Перед началом трека получили хорошее напутствие. Днем джип внезапно свернул с шоссе (куда же мы, ведь тут кусочек нормального асфальта!), протрясся по раздолбанной колее и остановился возле небольшой скалы, на которой краской было написано Nanga Parbat. Это не шутка, а точка обзора. Проводник сказал, нам повезло – часто бывает так, что люди по нескольку раз приезжают посмотреть отсюда на восьмитысячник, но он прячется в облаках.
3. Таким мы впервые увидели Нанга Парбат, первый восьмитысячник Гималаев.
4. Вид с Каракорумского шоссе.
И действительно, под вечер небо затягивает. Окончательно растеряв все внутренности по дороге и пропитавшись пылью до нижнего белья, приезжаем в поселок Таришинг. Высота 2900. Машины дальше не ездят – за деревней начинается ледник, а по ним дороги еще не строят. «Как хотите, поставить палатку или в отель?» – спрашивает Самандар. Ксюша молча указывает на «отель» – двухэтажный деревянный гестхауз без электричества и удобств, в котором есть шанс помыться. Мы единственные постояльцы. Далее на всем треке не увидим ни одного инстранца.
Кое-как отряхиваемся, помывку оставляем на завтра – вечером слишком холодно. Бросаем вещи, знакомимся с одним из носильщиков, который пойдет с нами, потом отправляемся погулять.
5. В Таришинге облачно и ветрено. На заднем плане шеститысячники Хонгра (или Чонгра).
Деревня большая, раскинулась на нескольких холмах. Тут еще есть лавки, где продаются товары вплоть до ботинок. Покупаем пакистанские конфеты типа козинаков, которые надолго пристают к зубам, и некое подобие фанты (последний раз!), впрочем, пить ее нельзя. Хотим подняться на самый большой холм, но по дороге начинаем плутать по узким проходам между домами.
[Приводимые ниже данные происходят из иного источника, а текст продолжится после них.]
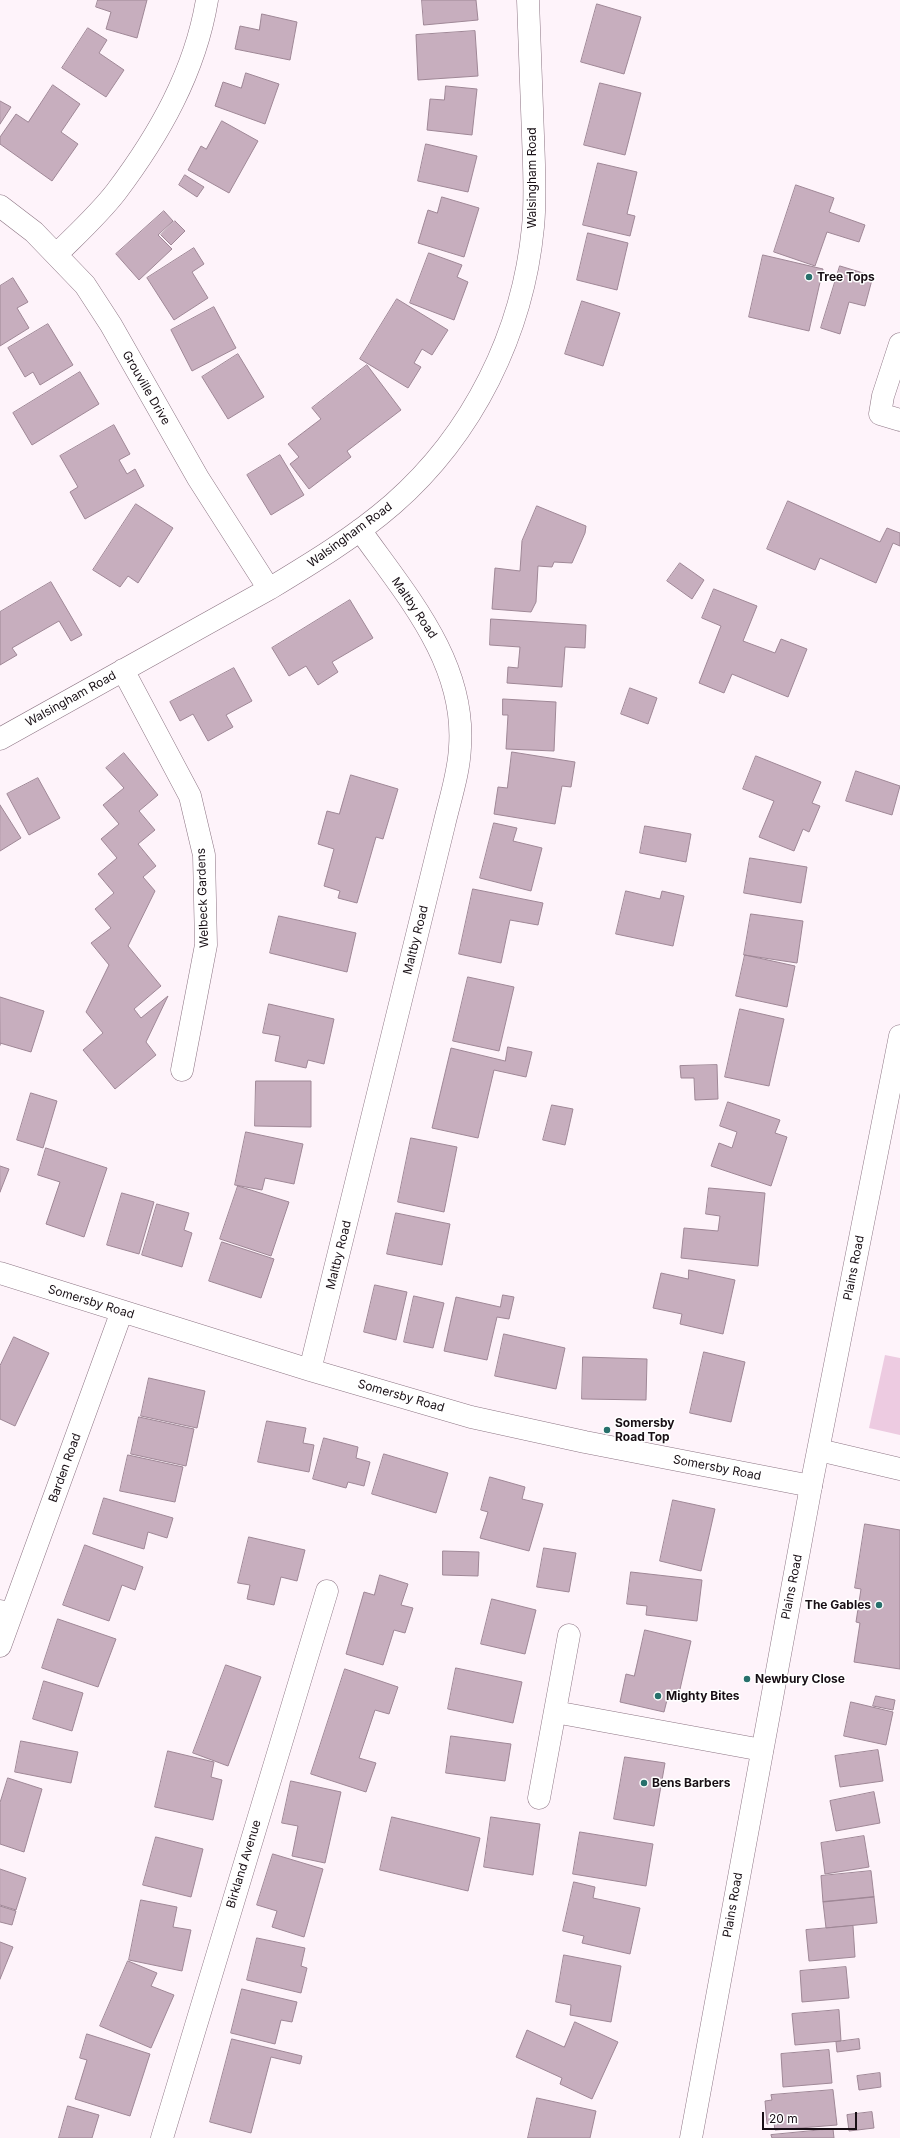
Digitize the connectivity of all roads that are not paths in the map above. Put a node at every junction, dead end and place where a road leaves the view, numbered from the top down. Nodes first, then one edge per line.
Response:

Сложенные из камней изгороди извиваются под самыми неожиданными углами, выбраться из лабиринта невозможно, и скоро мы оказываемся в окружении участков, домиков, стогов сена.
6. Вид назад. Оттуда мы приехали.
При нашем приближении большинство женщин, скрывая лица, сразу уходят в дома, а вот детвора, наоборот, выбегает навстречу. Попытка спросить, как пройти к холму, превращается в долгий разговор – нас окружает ребятня, юноши и, что отрадно, из любопытства чуть позже подтягиваются девушки и даже несколько женщин. Девушки не прячут лиц, видимо, им еще нет четырнадцати лет. Многие дети босиком, хотя под вечер очень холодно.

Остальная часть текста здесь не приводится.